Jeffrey Lurie to Receive Stuart Scott ENSPIRE Award
Jeffrey Lurie to Receive Stuart Scott ENSPIRE Award for Autism Advocacy
- Eagles launched $56M autism fundraising challenge, one of largest sports-based autism initiatives.
- Lurie family has long history of autism support, founding major autism center at Mass General.
- Recognition underscores how sports teams can leverage platforms to drive meaningful social impact.

Jeffrey Lurie to Receive Stuart Scott ENSPIRE Award for Autism Advocacy
Philadelphia Eagles owner Jeffrey Lurie will be honored during ESPYS week with the Stuart Scott ENSPIRE Award, a national recognition of his long-running work to expand autism research, care, and support through the Eagles Autism Foundation and the Lurie Autism Institute.

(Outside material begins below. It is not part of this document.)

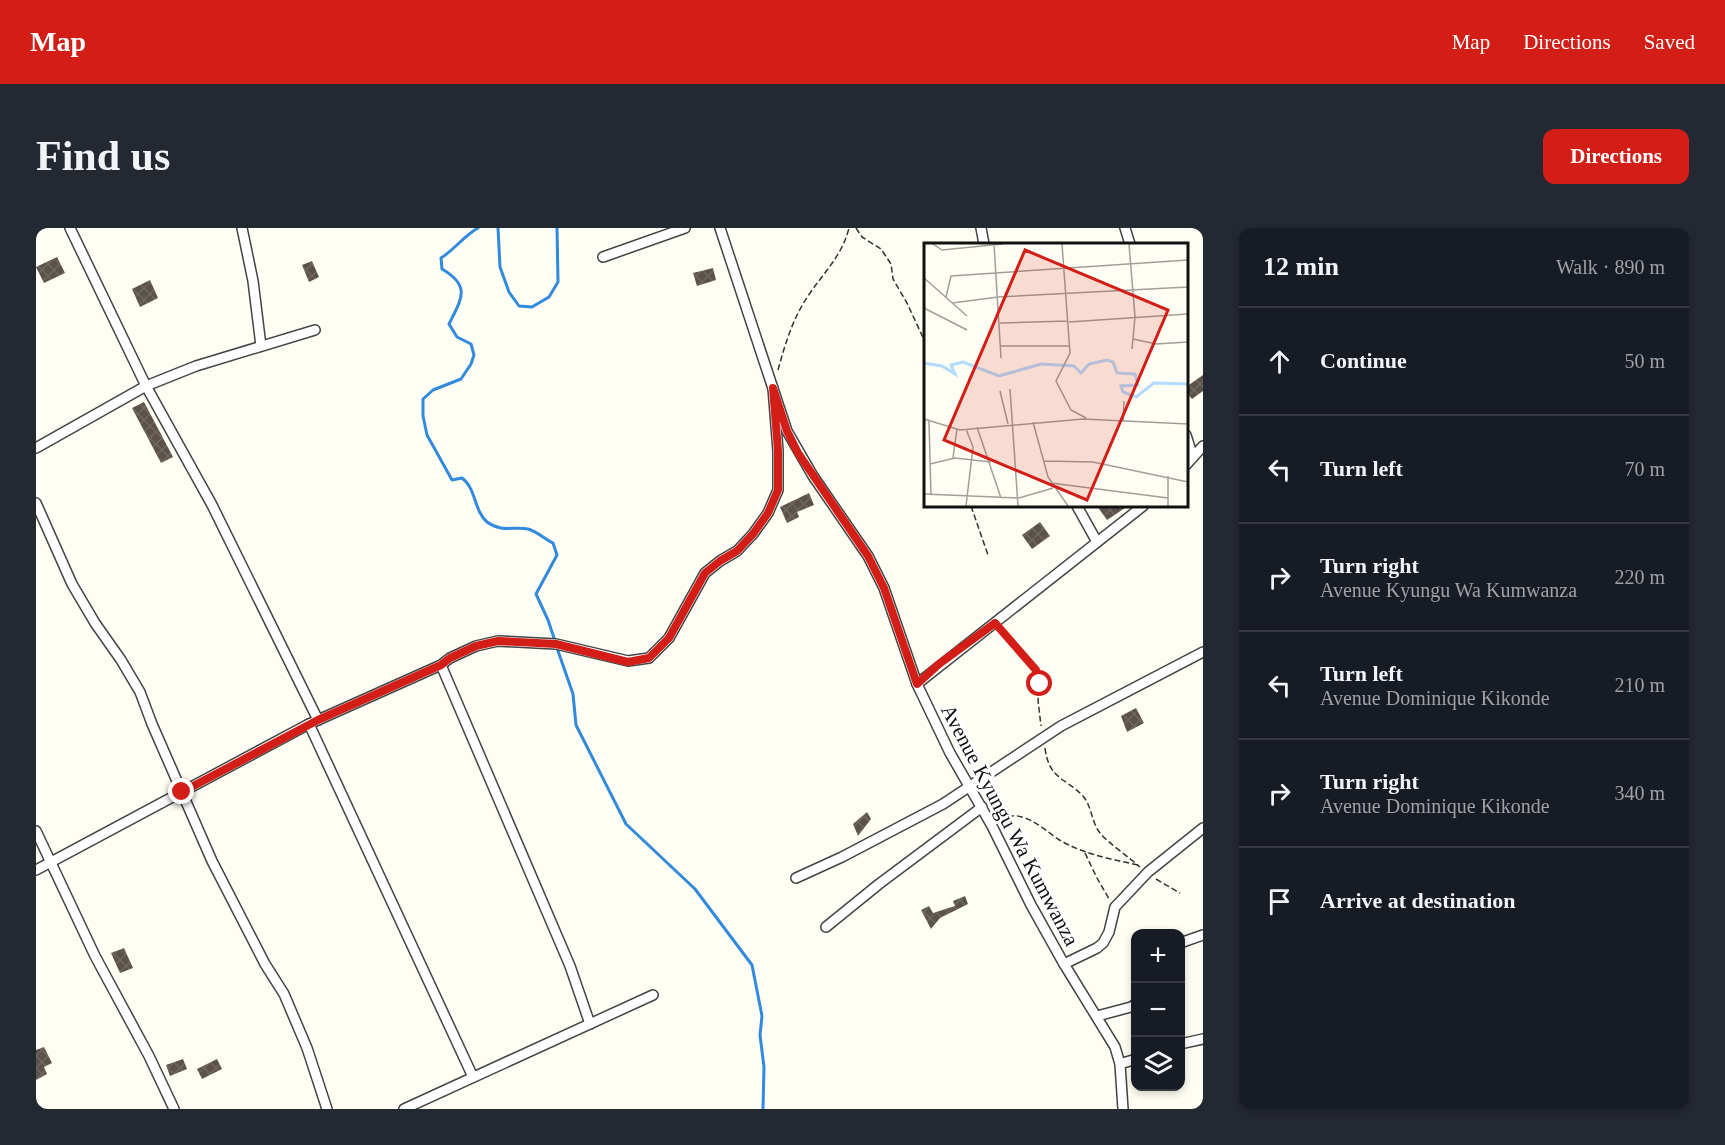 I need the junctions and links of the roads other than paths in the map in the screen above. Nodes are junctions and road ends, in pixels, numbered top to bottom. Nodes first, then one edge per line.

The award is part of ESPN’s Sports Humanitarian Awards and is scheduled to be presented July 14 in New York City ahead of the ESPYS. The honor recognizes people who have used sports in innovative ways to help underserved communities, while reflecting the values associated with the late ESPN broadcaster Stuart Scott.

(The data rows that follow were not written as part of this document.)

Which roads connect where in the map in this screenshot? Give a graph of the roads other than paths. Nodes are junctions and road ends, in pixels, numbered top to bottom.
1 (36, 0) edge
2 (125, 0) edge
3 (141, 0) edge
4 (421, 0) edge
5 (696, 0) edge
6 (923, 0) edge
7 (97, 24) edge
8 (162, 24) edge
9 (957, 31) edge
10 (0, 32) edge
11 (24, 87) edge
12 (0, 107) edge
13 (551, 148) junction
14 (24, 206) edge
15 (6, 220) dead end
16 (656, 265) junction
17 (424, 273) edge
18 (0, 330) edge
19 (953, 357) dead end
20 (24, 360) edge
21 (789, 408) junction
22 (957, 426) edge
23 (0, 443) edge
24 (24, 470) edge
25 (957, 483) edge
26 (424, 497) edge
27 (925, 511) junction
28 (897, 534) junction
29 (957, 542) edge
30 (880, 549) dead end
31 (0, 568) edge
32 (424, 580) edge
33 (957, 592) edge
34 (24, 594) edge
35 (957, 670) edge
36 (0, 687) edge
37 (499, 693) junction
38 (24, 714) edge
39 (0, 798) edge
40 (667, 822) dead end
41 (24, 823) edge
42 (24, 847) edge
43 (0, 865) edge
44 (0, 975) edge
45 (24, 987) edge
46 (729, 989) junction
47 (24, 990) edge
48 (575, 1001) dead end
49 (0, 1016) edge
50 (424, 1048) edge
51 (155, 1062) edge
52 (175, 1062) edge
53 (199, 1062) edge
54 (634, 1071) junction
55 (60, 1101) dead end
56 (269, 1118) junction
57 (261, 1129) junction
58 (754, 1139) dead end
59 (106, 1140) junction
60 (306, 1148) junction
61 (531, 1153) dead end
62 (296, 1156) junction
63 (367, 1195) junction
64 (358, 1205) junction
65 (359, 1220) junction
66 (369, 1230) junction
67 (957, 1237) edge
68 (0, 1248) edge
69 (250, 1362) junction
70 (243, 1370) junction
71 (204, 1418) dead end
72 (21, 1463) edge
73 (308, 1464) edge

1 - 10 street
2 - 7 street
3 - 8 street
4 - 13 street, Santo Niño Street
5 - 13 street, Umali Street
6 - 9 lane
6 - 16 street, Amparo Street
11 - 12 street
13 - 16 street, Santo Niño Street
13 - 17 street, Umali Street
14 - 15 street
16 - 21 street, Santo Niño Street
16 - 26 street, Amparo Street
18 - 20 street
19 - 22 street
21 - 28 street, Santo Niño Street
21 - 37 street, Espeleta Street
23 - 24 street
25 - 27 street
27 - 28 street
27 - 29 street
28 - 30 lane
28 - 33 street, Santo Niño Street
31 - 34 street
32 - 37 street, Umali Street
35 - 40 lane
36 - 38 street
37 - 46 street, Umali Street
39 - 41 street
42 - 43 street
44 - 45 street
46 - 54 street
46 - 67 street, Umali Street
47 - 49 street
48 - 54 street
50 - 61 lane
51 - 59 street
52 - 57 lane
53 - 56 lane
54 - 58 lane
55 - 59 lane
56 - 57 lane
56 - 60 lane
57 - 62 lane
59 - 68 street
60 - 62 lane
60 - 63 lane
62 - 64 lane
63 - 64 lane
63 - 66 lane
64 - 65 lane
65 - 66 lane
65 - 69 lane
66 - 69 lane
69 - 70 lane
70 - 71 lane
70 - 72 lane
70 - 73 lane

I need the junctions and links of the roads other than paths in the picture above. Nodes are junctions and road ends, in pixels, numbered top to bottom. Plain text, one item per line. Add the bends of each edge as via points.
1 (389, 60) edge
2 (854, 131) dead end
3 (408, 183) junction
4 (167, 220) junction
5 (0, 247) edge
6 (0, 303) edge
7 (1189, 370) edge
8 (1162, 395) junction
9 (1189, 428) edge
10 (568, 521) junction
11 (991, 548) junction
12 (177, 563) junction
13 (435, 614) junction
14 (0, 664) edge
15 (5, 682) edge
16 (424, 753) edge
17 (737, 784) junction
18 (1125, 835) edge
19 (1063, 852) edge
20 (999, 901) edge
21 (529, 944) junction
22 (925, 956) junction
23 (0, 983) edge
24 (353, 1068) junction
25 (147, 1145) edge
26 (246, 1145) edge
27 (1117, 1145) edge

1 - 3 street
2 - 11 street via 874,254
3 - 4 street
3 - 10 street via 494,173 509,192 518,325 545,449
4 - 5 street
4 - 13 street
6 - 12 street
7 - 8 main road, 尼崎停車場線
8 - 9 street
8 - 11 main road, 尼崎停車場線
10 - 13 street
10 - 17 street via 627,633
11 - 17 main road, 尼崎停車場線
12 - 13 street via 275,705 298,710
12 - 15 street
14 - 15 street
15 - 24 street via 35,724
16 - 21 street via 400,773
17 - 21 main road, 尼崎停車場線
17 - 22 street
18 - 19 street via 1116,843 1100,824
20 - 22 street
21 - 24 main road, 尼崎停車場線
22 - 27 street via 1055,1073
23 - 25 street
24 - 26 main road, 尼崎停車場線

Lurie’s selection centers on years of investment in autism initiatives that have grown from team-led fundraising into a major philanthropic platform. The Eagles launched the first Eagles Autism Challenge in 2018 as a bike ride and family-friendly 5K to support autism research and care. After the event’s early success, the Eagles Autism Foundation was established in 2019 to expand and organize that work.
Since then, the foundation has raised more than $56 million and funded more than 223 research projects and community grants around the world, according to the Eagles and CBS Philadelphia. In May alone, the 2026 Eagles Autism Challenge brought in more than $16 million through nearly 40,000 donations and 6,832 participants, marking another record-setting year for the initiative.
Lurie’s broader impact has extended beyond team programs. In 2025, the Lurie family donated $50 million to Children’s Hospital of Philadelphia and Penn Medicine to establish the Lurie Autism Institute, described as the largest single gift to U.S. academic medical centers focused on autism research across the lifespan.
Taken together, Lurie’s efforts have contributed more than $106 million to autism research and care over the past decade. The work also reflects a deeper family history of supporting autism-related causes: in 1977, Lurie’s mother, Nancy, founded the Nancy Lurie Marks Family Foundation, which helped lead to the creation of the Lurie Center for Autism at Massachusetts General Hospital.
In a statement published by the team, Lurie said he was “truly humbled” by the honor and called it an example of the “transformative power of sport and the life-changing impact it can have on people.”
For Philadelphia, the recognition lands as more than a sports-business accolade. It underscores how one of the city’s most visible franchises has turned its platform into a funding engine for medical research, family services, and global autism advocacy — and how that work is now being recognized on one of sports’ biggest stages.